Small orange flags have been placed strategically to encourage Capture the Flag competitions.
  Thanks to yesterday's rain, there is also an amazing mud pit.  Splash through it or stare at your reflection. Wallowing in it could be a Woodstock experience.

    Unlike other festivals,  the "Dirt Fest" is un-fenced and free.  It is brought to us by feckless promoters and poor park management.  They turned grass into dirt. We're turning lemons into lemonade.
    There will be no live music or food for sale.  Bring a picnic basket, kazoo, and a very old blanket. It will probably get dirty.

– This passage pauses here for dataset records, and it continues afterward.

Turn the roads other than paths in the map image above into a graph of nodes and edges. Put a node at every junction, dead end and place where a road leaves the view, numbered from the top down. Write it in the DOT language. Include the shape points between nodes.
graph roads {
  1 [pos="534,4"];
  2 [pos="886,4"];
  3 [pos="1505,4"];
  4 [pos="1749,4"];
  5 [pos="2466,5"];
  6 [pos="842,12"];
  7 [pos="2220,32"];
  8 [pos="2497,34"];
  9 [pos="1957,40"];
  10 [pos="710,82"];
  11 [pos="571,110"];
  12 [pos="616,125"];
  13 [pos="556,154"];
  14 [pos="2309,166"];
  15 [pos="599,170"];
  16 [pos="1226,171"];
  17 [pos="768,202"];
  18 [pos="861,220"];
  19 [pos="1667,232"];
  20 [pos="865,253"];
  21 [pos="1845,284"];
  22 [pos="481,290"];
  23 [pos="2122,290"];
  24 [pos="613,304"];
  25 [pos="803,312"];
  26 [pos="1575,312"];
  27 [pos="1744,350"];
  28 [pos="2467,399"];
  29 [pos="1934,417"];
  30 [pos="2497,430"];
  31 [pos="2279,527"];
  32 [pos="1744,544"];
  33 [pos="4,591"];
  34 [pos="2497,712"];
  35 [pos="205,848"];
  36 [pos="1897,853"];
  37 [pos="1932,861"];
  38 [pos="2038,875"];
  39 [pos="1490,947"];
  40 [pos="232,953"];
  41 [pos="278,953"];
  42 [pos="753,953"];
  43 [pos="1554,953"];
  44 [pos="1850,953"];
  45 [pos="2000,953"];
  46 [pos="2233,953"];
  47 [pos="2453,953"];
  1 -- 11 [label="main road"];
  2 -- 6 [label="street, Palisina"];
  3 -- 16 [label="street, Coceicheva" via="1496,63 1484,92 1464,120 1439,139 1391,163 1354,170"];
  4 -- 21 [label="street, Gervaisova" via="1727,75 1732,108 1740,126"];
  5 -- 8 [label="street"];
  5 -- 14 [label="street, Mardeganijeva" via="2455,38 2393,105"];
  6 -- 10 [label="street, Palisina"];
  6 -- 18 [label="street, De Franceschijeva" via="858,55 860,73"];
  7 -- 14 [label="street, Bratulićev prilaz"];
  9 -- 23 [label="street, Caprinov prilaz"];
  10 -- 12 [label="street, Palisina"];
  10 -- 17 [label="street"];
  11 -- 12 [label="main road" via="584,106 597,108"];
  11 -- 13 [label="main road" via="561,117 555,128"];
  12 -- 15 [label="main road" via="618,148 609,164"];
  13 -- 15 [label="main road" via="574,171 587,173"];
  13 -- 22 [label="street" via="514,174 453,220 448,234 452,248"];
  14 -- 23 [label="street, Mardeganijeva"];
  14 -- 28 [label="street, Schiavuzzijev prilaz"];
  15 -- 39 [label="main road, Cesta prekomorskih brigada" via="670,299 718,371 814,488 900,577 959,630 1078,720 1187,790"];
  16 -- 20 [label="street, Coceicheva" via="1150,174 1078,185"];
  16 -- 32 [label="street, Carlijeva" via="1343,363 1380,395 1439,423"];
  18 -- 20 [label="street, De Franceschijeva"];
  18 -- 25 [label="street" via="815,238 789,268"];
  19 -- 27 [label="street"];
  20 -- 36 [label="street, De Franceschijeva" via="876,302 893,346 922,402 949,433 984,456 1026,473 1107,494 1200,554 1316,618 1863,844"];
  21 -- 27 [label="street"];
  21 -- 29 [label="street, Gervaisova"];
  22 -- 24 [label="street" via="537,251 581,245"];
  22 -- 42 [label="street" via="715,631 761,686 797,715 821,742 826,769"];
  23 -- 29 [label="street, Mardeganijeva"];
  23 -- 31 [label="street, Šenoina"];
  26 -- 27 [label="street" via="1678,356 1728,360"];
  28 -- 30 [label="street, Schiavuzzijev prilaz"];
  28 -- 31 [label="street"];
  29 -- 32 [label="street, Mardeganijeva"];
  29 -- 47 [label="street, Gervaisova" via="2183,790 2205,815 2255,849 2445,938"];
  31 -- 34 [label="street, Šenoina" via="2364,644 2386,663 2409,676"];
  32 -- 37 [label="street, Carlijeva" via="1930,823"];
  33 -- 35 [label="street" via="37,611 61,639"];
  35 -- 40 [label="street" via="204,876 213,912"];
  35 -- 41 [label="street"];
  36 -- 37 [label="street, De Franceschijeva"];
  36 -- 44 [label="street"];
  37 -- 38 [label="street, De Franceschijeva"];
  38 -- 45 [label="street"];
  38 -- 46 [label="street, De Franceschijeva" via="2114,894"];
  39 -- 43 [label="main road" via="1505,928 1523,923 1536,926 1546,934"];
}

    There are acres of rich soil for you to enjoy. Tons of it to climb, toss, and and make festive dirt angels in.

   Dig it while you can.
   Peacock Park's dirt festival will continue until next month. That's when the city is planning to cover it with fresh squares of grass. 
    Once the new sod takes hold, the Grove art festival will come in with tents and trucks to tear it up once more.  
   That's when DirtFest II begins.



      Three years ago our former city commissioner, Mark Sarnoff, gave the southwest corner of Peacock Park to the private school next door.  The school fenced off the basketball and soccer courts for their exclusive use. I'm happy to report that when I visited last weekend the gates were unlocked, open to the public.

      The City of Miami closed down the Park's community center, the "Glass House" four years ago. 

  Earlier this year it started showing signs of life when the western half opened as a gathering space.  There is an after-school program and rec room. 
  On a Sunday afternoon it was empty, waiting for you to enjoy a game of Ping Pong, air hockey, or Foosball.
      The other half of the Glass House faces the bay.  S l o w l y  it is being 
turned into a restaurant, the "Glass & Vine". 
   It's taken years for this transition.  Why they gave the job to snails in hard hats I'll never know.
     Being snails, they'll  love DirtFest.